LSTM (Long Short-term Memory) networks partially solve the vanishing gradient problem by learning from historic data (long term dependencies). They do this by replacing the repeating single neuron network layer with a network of combination of 4 neurons (memory cell pipeline) in a specific way. It uses a combination of gates (activation functions like sigmoid, tanh, etc) on the input from previous neurons layers and raw input data (all vectors) to determine what information to forget and remember as part of the output from the memory cell to the pipeline and the next memory cell.

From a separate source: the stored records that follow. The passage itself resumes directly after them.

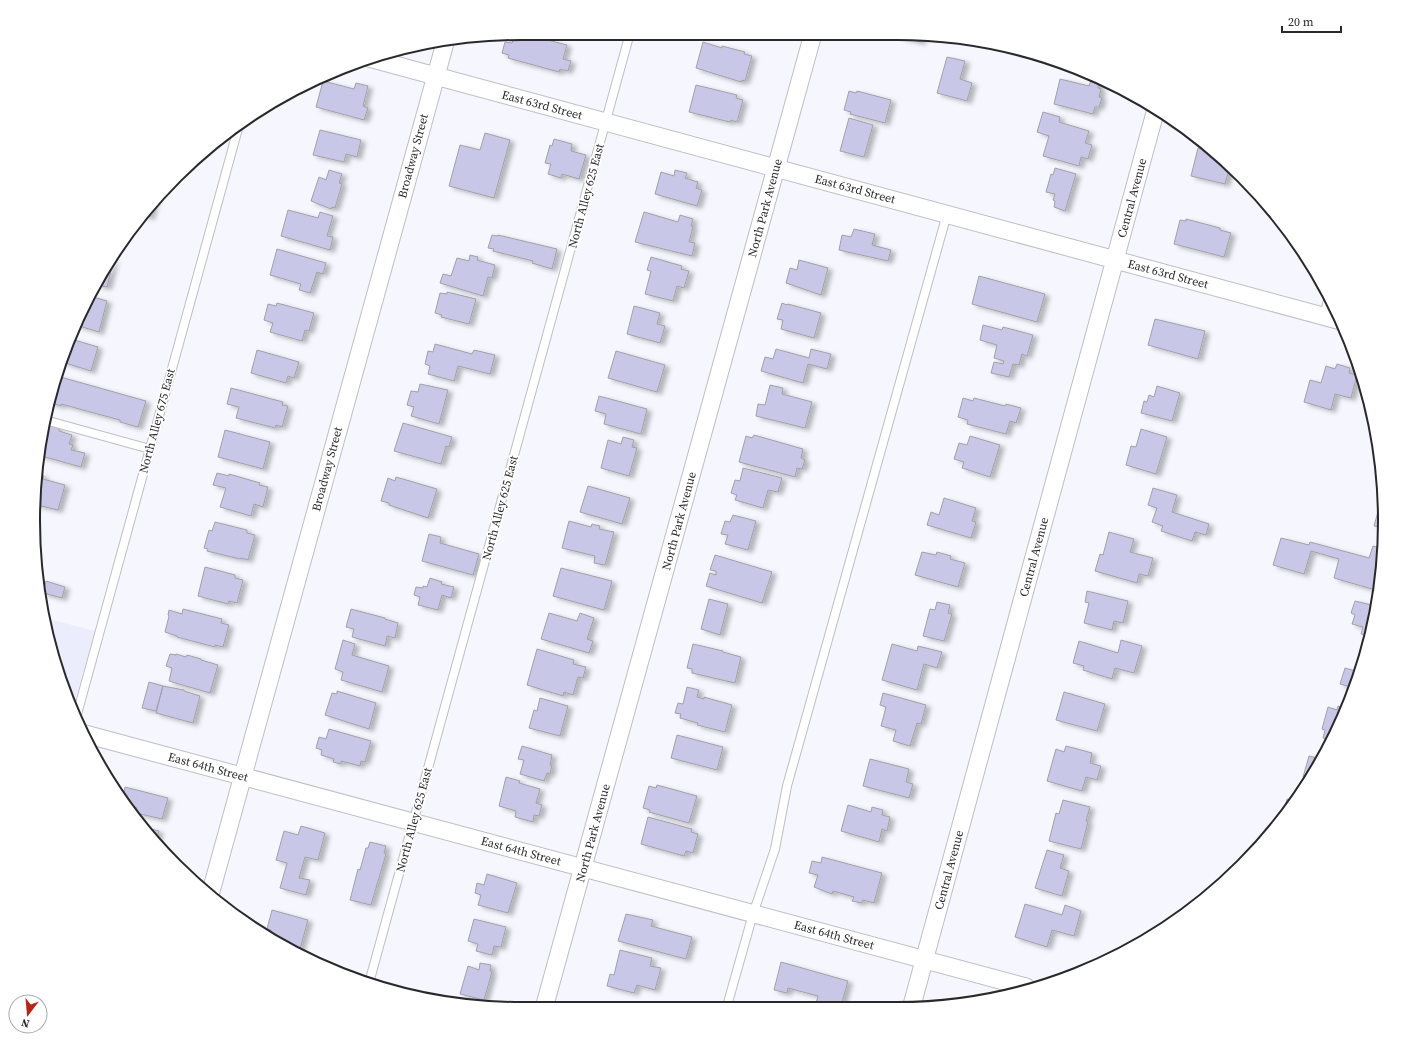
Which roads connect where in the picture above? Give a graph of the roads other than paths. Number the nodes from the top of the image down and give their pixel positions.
1 (628, 40) edge
2 (811, 40) edge
3 (444, 46) edge
4 (381, 61) edge
5 (435, 76) junction
6 (1154, 115) edge
7 (606, 122) junction
8 (237, 133) edge
9 (776, 168) junction
10 (947, 214) junction
11 (1115, 259) junction
12 (1327, 306) edge
13 (1324, 317) junction
14 (1333, 319) edge
15 (50, 421) edge
16 (150, 449) junction
17 (79, 709) edge
18 (91, 736) edge
19 (242, 776) junction
20 (413, 822) junction
21 (583, 868) junction
22 (212, 889) edge
23 (753, 914) junction
24 (924, 960) junction
25 (371, 977) edge
26 (1022, 986) edge
27 (913, 1001) edge
28 (546, 1002) edge
29 (729, 1002) edge

1 - 7 lane, North Alley 625 East
2 - 9 street, North Park Avenue
3 - 5 street, Broadway Street
4 - 5 street, East 63rd Street
5 - 7 street, East 63rd Street
5 - 19 street, Broadway Street
6 - 11 street, Central Avenue
7 - 9 street, East 63rd Street
7 - 20 lane, North Alley 625 East
8 - 16 lane, North Alley 675 East
9 - 10 street, East 63rd Street
9 - 21 street, North Park Avenue
10 - 11 street, East 63rd Street
10 - 23 lane
11 - 13 street, East 63rd Street
11 - 24 street, Central Avenue
12 - 13 lane
13 - 14 street, East 63rd Street
15 - 16 lane
16 - 17 lane, North Alley 675 East
18 - 19 street, East 64th Street
19 - 20 street, East 64th Street
19 - 22 street, Broadway Street
20 - 21 street, East 64th Street
20 - 25 lane, North Alley 625 East
21 - 23 street, East 64th Street
21 - 28 street, North Park Avenue
23 - 24 street, East 64th Street
23 - 29 lane
24 - 26 street, East 64th Street
24 - 27 street, Central Avenue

Its slightly complex but a simple popular article on RNNs by Christopher Olah is – https://colah.github.io/posts/2015-08-Understanding-LSTMs/. It gives a non-technical explanation of the algorithm and its uses. The figures below are from the blog.

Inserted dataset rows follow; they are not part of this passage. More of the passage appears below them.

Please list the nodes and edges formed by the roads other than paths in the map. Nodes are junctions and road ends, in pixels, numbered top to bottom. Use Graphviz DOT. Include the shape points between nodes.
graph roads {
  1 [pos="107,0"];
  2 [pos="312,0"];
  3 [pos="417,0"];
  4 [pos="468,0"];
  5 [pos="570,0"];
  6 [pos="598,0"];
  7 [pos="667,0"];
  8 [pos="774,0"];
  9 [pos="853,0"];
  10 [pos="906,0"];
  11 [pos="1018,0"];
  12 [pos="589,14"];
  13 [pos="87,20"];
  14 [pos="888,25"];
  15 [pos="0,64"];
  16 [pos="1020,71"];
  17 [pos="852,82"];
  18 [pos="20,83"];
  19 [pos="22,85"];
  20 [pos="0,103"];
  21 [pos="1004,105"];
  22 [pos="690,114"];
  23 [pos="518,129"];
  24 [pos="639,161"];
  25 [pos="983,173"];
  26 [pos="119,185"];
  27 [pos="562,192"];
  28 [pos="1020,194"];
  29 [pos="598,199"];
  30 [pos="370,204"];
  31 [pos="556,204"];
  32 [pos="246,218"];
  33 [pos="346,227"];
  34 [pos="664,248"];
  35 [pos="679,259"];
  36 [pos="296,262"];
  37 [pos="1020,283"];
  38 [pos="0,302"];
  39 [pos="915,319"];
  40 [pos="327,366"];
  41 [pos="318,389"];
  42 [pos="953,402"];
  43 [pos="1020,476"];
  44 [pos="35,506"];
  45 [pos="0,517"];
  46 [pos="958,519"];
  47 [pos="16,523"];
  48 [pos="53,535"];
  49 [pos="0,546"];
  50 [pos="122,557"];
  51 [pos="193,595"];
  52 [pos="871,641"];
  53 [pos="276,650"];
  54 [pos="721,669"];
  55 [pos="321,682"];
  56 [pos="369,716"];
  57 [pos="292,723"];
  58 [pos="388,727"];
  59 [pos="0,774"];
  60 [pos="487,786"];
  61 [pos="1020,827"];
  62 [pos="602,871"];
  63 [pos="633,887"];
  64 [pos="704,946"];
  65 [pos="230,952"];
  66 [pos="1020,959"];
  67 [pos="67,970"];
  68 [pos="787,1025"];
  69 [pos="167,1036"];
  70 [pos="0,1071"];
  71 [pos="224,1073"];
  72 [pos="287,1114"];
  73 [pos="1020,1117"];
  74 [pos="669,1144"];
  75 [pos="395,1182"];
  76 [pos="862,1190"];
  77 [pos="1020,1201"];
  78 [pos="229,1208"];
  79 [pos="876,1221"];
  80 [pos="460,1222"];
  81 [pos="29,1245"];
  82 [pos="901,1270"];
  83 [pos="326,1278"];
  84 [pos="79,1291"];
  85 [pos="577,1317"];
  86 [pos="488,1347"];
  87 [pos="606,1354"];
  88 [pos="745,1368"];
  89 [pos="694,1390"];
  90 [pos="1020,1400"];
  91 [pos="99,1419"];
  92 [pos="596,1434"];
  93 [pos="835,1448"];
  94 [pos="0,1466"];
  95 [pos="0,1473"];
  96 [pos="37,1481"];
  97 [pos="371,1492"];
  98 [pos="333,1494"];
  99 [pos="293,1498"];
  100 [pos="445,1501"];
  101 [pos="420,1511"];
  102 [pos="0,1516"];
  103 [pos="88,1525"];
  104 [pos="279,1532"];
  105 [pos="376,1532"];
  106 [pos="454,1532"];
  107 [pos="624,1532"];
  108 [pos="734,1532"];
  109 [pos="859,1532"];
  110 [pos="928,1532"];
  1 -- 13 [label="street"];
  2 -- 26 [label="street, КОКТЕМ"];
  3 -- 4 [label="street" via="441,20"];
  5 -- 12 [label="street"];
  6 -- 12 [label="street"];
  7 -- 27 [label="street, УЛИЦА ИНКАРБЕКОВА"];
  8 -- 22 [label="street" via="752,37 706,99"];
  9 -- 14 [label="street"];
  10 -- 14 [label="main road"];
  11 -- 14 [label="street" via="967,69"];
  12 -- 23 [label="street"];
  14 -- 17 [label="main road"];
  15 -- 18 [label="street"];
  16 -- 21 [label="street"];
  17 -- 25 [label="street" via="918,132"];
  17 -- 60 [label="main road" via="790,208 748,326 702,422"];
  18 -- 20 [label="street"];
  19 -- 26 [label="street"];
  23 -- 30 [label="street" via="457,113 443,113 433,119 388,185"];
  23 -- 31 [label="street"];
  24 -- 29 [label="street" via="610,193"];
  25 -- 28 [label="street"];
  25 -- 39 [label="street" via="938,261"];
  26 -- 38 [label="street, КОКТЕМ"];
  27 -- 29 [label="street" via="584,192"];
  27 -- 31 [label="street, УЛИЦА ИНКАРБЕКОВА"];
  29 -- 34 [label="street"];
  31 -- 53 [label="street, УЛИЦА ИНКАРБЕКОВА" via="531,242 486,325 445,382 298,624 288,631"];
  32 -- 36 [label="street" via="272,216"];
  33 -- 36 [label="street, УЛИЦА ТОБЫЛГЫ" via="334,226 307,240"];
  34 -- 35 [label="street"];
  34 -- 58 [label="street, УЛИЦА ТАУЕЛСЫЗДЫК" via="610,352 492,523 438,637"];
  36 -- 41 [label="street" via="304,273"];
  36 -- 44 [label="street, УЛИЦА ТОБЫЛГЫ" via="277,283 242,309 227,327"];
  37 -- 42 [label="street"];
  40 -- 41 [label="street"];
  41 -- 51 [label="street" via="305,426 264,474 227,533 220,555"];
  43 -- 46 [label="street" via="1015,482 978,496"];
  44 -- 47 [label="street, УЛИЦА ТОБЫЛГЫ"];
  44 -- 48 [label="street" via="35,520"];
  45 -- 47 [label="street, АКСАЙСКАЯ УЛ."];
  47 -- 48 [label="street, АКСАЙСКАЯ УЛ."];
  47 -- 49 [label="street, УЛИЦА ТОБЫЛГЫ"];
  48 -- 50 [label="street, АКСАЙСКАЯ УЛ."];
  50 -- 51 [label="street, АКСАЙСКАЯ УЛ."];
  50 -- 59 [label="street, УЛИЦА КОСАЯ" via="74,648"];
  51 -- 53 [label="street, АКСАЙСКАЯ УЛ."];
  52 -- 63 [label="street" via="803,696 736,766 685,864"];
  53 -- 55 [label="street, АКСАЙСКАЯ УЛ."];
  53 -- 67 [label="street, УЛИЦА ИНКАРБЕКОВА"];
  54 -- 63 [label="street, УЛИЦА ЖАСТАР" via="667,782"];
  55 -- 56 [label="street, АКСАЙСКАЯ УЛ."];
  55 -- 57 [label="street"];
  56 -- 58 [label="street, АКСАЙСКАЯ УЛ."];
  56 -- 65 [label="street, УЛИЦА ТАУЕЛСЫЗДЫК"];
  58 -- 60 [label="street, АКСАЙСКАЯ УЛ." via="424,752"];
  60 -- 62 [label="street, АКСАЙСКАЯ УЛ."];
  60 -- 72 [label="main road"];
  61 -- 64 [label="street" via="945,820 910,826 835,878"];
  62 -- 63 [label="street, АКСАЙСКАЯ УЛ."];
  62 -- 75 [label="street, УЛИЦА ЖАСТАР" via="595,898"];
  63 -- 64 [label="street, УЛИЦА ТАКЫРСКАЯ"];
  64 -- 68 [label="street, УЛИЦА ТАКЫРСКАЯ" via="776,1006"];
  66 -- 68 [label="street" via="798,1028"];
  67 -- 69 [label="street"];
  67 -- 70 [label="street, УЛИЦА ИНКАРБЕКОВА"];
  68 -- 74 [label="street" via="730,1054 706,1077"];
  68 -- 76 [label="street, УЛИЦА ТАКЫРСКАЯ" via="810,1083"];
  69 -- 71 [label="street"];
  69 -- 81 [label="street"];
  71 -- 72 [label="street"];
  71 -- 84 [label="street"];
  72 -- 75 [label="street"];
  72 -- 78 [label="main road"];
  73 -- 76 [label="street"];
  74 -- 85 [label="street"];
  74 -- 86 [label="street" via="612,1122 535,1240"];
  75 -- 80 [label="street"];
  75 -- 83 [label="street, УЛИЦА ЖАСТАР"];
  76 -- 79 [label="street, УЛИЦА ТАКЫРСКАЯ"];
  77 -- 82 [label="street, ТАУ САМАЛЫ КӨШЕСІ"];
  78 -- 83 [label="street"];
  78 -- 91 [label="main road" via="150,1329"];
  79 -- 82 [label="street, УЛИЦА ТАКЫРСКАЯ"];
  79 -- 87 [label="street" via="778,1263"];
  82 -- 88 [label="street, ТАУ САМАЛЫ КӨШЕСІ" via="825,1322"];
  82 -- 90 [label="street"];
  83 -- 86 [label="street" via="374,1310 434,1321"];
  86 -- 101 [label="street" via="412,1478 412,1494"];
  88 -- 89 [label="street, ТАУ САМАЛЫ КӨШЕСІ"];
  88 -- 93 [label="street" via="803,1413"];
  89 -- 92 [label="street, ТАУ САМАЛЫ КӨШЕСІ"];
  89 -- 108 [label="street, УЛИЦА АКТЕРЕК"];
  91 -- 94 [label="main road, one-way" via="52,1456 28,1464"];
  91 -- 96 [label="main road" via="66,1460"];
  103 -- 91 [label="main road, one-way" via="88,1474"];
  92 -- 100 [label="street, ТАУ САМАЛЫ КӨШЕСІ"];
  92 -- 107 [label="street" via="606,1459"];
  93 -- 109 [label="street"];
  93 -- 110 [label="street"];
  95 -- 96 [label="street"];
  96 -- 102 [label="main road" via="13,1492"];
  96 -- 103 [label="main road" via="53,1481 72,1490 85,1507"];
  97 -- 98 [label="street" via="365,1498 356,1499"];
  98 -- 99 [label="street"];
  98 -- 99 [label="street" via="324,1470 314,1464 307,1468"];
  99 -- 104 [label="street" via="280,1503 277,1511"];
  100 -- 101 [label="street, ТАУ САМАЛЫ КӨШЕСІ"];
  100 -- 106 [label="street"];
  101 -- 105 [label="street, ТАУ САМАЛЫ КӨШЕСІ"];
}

Simple RNN network with self-repeating neuron layer

A simple LSTM network with memory cell pipeline, gates and inputs/outputs

The equations for each gate and memory cell pipeline are explained in the blog. It’s a combination of different activation functions, weights and input vectors to determine the output vectors and performs that across the entire LSTM neural network layer. Algorithms can then use multiple LSTM layers with many memory cell units and different activation functions.

The original LSTM paper by Sepp Hochreiter and Jurgen Schmidhuber is – https://www.researchgate.net/publication/13853244_Long_Short-term_Memory.

The algorithm and math are complex and not straightforward to understand. Better to start with the blog article and then read the paper. It was written in 1997, 25 years ago. So quite amazing to see it being widely used now, most likely due to the availability of cheap and powerful compute and storage. This is similar for a lot of other deep learning algorithms where the research articles were written 20-30 years (Hinton, etc) ago but are only now being widely used and showing very good results.

LSTMs however have their own limitations – long time to train, overfitting, and sensitive to random weight initialization (hence the large training time). This means it requires a lot of compute and data variations. So it’s important to determine whether it’s worth the effort.

Kaggle competition problem Allstate Insurance Claims Severity. Objective is to predict the cost (severity) of insurance claims using a large data set of factors (over 130 factors and 180,000 rows of data). This is a regression problem requiring values to be predicted on a continuous scale. The data can be downloaded from here – https://www.kaggle.com/c/allstate-claims-severity/overview.

Sample code for comparing different regression algorithms for this problem is given in github –

https://github.com/datawisdomx/LSTMVsOtherRegression–Kaggle–AllStateInsuranceClaims

The code follows the standard data science steps (load, wrangle, encode, scale, train/test split, train, predict, metrics). It compares 4 different regression algorithms on accuracy and time taken to run without hyperparameter tuning, except for LSTM.

  1. LSTM network
  2. ANN
  3. XGBoost
  4. Random Forest

The results show that

  • LSTMs gave the worst results (high Mean Absolute Error MAE) and also take a long time to run, over 2 hrs
  • XGBoost and a simple 4 layer ANN gave better results (low MAE) without any hyperparameter tuning. They only took 3-10 minutes to run
  • Random Forest takes over 1 hr and gives results similar to XGBoost
  • Note – running time is on a basic MacBook Pro, will be faster on better CPU/GPU cloud

Submitting and comparing the results on Kaggle against global leaderboard, the overall results are not good

  • No 1 rank score (MAE) is 1109.7
  • XGBoost score (MAE) of 1184.5 has rank 2088

The results can be improved by adding more layers to LSTM or ANN networks or hyperparameter tuning for other algorithms, but relatively LSTM will still underperform. That was the objective of this article.

Hope it helps in further understanding of deep learning algorithms and their applications.